Brachial Artery Injury Following Humerus Fracture


Image


FIGURE 1 A, B:Radiographic images of a Gartland type III fracture of the right supracondylar humerus (Case vignette 1).



Differential Diagnosis


A fractured humerus should always lead to a clinical suspicion of a brachial artery injury. Although the artery is injured in a minority of these types of fractures, the proximity of the vessel to the humerus and the harmful consequences of a missed vascular injury call for an astute clinical evaluation. One may encounter two categories of humerus fracture, open and closed. In both of these categories of fracture, the likelihood of brachial artery injury is proportional to the severity of the fracture including the degree of displacement or malalignment. Closed fractures are most common after a fall such as in the first case vignette or other forms of blunt trauma. In contrast, open fractures result from penetrating mechanisms such as gunshot or explosive events. In the most severe of injuries, a blunt humerus fracture may result in the bone penetrating through the skin, which is also considered an open fracture. The differential diagnosis of patients with an injured upper extremity with arm and hand symptoms includes brachial artery injury with varying degrees of ischemia, compression or entrapment of the main peripheral nerves coursing distally through the extremity (radial, ulnar, or median), and/or pain from the fracture.


Workup


Physical Examination


As one examines the patient with an injured upper extremity, it is useful to consider the differential diagnosis, which, in addition to fracture pain fracture, includes brachial artery spasm, peripheral nerve (i.e., median, radial and ulnar) entrapment, or brachial artery injury with varying degrees of ischemia. In the presence of a humerus fracture, spasm of the brachial artery may result in an initially abnormal-appearing arm and hand with reduced or absent pulses or Doppler signals. This phenomenon is especially common in younger patients, and the secondary vasospasm will often resolve with return of pulses and Doppler signals after reduction and alignment of the fracture. Similarly, after fracture reduction, any artery or nerve entrapment will often resolve with improvement of more distal signs and symptoms.


The physical examination of patients with a suspected or obvious humerus fracture includes assessing the extremity for deformity and a careful evaluation of perfusion to the hand and fingers. Depending on the setting, the physical exam can be performed simultaneous with plain radiographs (multiple views of the humerus, the shoulder, and the elbow) to diagnose and assess the severity of the fracture (Fig. 1A and B). A general guide is that a posterior or lateral fracture dislocation of the humerus is more commonly associated with a brachial artery injury, whereas a medial or anterior dislocation is more commonly associated with radial nerve injury.

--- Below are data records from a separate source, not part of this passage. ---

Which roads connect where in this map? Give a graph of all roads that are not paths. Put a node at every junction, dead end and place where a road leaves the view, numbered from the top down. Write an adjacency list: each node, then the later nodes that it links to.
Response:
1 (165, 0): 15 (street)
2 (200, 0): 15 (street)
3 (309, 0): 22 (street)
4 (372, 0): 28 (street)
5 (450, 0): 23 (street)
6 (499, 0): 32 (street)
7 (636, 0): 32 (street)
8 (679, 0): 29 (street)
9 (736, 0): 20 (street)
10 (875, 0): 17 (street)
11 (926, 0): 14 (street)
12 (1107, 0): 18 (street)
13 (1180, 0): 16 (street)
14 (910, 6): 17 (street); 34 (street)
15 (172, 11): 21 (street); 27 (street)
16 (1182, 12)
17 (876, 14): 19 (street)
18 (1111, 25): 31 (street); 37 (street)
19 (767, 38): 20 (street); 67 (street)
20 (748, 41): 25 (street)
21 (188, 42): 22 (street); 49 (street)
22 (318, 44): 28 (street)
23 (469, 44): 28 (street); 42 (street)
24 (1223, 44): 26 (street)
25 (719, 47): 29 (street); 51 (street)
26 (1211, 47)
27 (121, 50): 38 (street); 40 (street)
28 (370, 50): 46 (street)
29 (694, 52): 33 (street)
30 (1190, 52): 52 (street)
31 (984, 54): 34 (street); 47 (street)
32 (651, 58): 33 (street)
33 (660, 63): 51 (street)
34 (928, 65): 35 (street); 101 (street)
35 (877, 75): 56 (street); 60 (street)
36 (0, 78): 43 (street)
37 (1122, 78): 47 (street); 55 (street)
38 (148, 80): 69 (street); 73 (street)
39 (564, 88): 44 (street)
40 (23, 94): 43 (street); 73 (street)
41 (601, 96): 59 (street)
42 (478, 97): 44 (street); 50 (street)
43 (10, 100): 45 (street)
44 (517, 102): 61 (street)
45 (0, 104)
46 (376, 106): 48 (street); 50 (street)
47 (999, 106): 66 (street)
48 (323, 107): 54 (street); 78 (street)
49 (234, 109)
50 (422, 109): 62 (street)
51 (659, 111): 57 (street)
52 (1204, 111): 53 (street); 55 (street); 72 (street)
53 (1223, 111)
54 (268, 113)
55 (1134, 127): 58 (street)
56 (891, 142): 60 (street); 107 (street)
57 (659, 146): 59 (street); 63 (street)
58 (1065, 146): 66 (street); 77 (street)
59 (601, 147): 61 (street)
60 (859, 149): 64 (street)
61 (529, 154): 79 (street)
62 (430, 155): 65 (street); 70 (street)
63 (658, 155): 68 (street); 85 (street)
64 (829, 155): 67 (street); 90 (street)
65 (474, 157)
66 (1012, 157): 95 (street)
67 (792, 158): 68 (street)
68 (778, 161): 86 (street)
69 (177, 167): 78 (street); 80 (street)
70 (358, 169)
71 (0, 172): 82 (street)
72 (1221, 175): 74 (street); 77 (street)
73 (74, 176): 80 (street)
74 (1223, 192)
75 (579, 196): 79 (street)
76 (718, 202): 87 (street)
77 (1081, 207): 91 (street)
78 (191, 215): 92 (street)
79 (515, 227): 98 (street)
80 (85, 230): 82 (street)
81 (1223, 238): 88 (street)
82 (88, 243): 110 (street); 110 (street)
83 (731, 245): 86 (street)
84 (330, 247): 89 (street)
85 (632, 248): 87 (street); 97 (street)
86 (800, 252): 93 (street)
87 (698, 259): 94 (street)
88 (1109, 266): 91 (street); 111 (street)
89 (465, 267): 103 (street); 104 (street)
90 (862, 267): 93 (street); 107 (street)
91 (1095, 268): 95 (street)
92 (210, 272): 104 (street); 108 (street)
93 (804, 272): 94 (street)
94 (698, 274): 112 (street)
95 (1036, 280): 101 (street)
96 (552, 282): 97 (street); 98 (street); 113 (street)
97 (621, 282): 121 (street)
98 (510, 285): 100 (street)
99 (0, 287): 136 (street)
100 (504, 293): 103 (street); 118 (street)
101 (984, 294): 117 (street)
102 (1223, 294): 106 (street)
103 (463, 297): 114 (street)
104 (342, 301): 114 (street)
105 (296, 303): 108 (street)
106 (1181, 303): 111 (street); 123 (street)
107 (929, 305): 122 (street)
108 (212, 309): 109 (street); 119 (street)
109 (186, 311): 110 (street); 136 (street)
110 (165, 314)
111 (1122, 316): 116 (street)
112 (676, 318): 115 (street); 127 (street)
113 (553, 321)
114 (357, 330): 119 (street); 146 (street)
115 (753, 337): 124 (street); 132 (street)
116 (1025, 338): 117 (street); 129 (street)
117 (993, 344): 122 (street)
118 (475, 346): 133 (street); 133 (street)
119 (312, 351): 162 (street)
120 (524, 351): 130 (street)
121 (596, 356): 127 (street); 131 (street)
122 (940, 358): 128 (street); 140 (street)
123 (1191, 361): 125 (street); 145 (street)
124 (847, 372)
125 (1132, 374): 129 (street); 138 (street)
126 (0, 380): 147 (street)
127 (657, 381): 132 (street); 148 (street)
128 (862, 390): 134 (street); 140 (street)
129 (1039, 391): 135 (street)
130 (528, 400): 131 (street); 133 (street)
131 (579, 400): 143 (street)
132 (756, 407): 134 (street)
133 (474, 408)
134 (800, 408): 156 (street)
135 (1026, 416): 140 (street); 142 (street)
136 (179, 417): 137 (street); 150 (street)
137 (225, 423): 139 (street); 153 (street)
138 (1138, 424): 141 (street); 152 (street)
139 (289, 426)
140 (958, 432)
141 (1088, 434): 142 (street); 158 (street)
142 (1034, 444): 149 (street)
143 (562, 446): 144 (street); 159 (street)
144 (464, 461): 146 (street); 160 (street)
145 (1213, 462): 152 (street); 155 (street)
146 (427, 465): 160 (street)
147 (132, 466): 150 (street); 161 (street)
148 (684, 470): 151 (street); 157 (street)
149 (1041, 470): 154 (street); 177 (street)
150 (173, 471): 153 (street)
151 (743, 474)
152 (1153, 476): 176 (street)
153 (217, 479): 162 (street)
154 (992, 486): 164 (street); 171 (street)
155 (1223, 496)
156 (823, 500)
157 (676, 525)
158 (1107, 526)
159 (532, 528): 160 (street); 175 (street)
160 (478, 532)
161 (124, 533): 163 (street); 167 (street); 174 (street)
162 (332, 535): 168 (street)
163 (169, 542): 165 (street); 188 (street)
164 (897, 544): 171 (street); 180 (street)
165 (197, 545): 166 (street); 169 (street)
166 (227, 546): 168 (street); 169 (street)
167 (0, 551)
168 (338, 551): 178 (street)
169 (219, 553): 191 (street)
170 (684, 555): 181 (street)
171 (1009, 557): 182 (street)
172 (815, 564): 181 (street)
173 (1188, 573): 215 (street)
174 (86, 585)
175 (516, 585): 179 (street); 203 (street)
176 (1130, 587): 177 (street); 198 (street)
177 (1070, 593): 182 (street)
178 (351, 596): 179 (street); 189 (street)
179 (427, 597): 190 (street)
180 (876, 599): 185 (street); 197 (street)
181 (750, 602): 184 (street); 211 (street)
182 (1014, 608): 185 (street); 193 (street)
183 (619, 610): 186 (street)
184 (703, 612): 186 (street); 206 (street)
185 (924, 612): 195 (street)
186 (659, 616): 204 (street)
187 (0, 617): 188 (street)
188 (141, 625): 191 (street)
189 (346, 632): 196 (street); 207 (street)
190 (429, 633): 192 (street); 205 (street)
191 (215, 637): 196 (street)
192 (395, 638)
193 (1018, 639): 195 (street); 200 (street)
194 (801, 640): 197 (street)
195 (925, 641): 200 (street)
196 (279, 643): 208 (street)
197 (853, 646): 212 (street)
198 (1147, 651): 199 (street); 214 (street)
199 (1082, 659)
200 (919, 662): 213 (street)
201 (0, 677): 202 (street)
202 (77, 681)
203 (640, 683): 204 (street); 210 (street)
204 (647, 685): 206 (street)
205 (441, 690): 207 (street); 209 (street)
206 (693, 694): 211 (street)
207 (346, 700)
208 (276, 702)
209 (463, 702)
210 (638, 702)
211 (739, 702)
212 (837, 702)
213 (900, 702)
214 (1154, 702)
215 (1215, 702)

The vascular exam of the upper extremity begins with observing for hard signs of vascular injury such as arterial bleeding from open wound(s), an expanding or tense hematoma, or obvious ischemia of the hand and fingers. Palpation for the brachial pulse just above and medial to the antecubital fossa and the radial and ulnar pulses at the wrist should be performed, and capillary refill should be estimated on the distal aspect of the fingers.


Continuous wave Doppler is an extension of the physical exam in patients with a humerus fracture. Doppler signals should be assessed in the same locations at which pulses were palpated (antecubital fossa, radial and ulnar arteries at the wrist). Strong, biphasic signals audible at these locations argues against a brachial artery injury, while weak, monophasic, or absent arterial signals signify a flow-limiting arterial defect. To more objectively assess perfusion of the arm and hand, one can measure the IEI.


The IEI is a ratio of the occlusion pressure of the distal arterial Doppler signal in the injured compared to the noninjured upper extremity. To accomplish this, a manual blood pressure cuff is placed over the forearm of the injured upper extremity and inflated while the Doppler signal is being listened to at the radial and then the ulnar artery. The cuff pressure at which the arterial signal occludes at each of the arteries should be recorded and then these steps repeated on the uninjured upper extremity. The IEI is calculated by dividing the highest occlusion pressure on the injured extremity by the occlusion pressure of the uninjured extremity with a normal index being 0.9 or greater. The IEI provides an objective and repeatable measure by which to assess for arterial injury and is especially useful in scenarios where perfusion distal to the humerus fracture may not be obvious.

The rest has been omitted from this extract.